Хозяин унес мех и, вынув пять истрепанных бумажек из большого засаленного кошеля, висевшего на груди под одеждой, отдал их молодому китайцу.

— Ну, играй, — крикнул он вызывающе Чжану.

Чжан перевернул внутренний стержень в бао-хэ-цзы и поставил ее на скатерть. Сяо-эр один момент колебался, потом бросил все пять рублей на три стороны, оставляя четвертую пустой.

Чжан поднял крышку — «красное» пало на последнюю, четвертую сторону; Сяо-эр все проиграл…

Чжан захохотал:

— Ну, ты, цюнь-гуань-дань (голый бедняк), гунь-дан-ба (убирайся отсюда)! (Оба эти выражения крайне грубы и обидны).

Оскорбленный Сяо-эр готов был со сжатыми кулаками броситься на обидчика. Но он сдержался, и только поток брани полился из его уст, брани, о которой европеец и понятия не имеет.

Тогда Чжан не вытерпел и бросился к Сяо-эру. Но другие игроки схватили их сзади и растащили, уговаривая:

— Ну что вы делаете! Разве забыли, что гоу яо гоу, лян цзуй мао (если собака грызет собаку — у обеих рты полны шерсти)[11].

Но рассвирепевший Чжан не унимался:

— Ты думаешь, я не узнал тебя?! Забыл ты фанзу около Хай-ню цзуй-цзы! («Сивушиный мыс» — так называют китайцы мыс Баратынского около залива Св. Владимира).

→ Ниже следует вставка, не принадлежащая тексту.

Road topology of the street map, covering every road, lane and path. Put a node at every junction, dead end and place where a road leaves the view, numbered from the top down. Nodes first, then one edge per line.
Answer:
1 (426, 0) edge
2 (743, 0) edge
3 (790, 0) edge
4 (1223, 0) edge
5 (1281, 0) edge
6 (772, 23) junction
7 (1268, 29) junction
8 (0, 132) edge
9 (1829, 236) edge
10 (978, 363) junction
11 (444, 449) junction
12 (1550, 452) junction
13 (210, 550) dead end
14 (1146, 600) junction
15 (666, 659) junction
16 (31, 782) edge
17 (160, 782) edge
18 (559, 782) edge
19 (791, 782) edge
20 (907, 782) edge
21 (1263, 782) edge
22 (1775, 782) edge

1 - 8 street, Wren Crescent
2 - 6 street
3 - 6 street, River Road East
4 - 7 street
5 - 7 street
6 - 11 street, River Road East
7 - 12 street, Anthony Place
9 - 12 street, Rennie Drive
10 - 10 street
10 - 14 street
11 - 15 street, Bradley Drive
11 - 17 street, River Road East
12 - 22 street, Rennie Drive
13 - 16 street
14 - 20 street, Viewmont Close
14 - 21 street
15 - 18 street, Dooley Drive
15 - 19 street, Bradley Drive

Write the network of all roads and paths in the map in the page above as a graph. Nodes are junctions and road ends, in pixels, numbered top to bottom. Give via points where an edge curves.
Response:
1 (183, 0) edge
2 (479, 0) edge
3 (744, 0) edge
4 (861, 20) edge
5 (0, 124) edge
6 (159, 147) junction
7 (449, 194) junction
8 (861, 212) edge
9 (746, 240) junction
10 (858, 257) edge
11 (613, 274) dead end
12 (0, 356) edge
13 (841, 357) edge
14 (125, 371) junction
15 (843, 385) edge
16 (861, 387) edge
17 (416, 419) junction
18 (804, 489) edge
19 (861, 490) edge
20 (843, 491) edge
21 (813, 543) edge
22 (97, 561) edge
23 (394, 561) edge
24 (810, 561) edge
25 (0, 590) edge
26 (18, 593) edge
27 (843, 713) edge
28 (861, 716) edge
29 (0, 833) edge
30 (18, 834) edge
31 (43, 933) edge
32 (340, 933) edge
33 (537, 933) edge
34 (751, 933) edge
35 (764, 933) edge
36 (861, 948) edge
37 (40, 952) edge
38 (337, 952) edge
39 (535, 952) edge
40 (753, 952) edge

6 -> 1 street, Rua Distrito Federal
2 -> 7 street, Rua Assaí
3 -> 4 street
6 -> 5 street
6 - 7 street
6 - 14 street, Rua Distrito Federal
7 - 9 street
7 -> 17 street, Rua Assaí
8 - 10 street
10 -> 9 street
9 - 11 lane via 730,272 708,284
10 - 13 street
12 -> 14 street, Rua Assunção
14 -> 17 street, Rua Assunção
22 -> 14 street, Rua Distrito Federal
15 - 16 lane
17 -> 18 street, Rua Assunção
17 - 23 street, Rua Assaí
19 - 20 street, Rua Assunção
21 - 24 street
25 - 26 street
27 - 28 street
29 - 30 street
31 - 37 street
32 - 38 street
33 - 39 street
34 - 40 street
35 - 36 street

Завеса, закрывавшая память Сяо-эра, сразу исчезла: он вдруг сделал как бы скачок в область прошлого, и ему ясно представилась лежавшая за Хай-ню цзуй-цзы бухточка Фамагоу, в ней три фанзушки капустоловов, и вот он, хозяин одной из них, этот самый Чжан… Сяо-эр с ощущением стыда и муки вспомнил, какие ему, пятнадцатилетнему мальчику, приходилось исполнять обязанности у своего тогдашнего хозяина. Он вовсе не представлял исключения, но окрестные капустоловы, в особенности этот Чжан, одно время даже переманивавший его к себе, задразнили его до такой степени, что ему пришлось бежать от своего хозяина…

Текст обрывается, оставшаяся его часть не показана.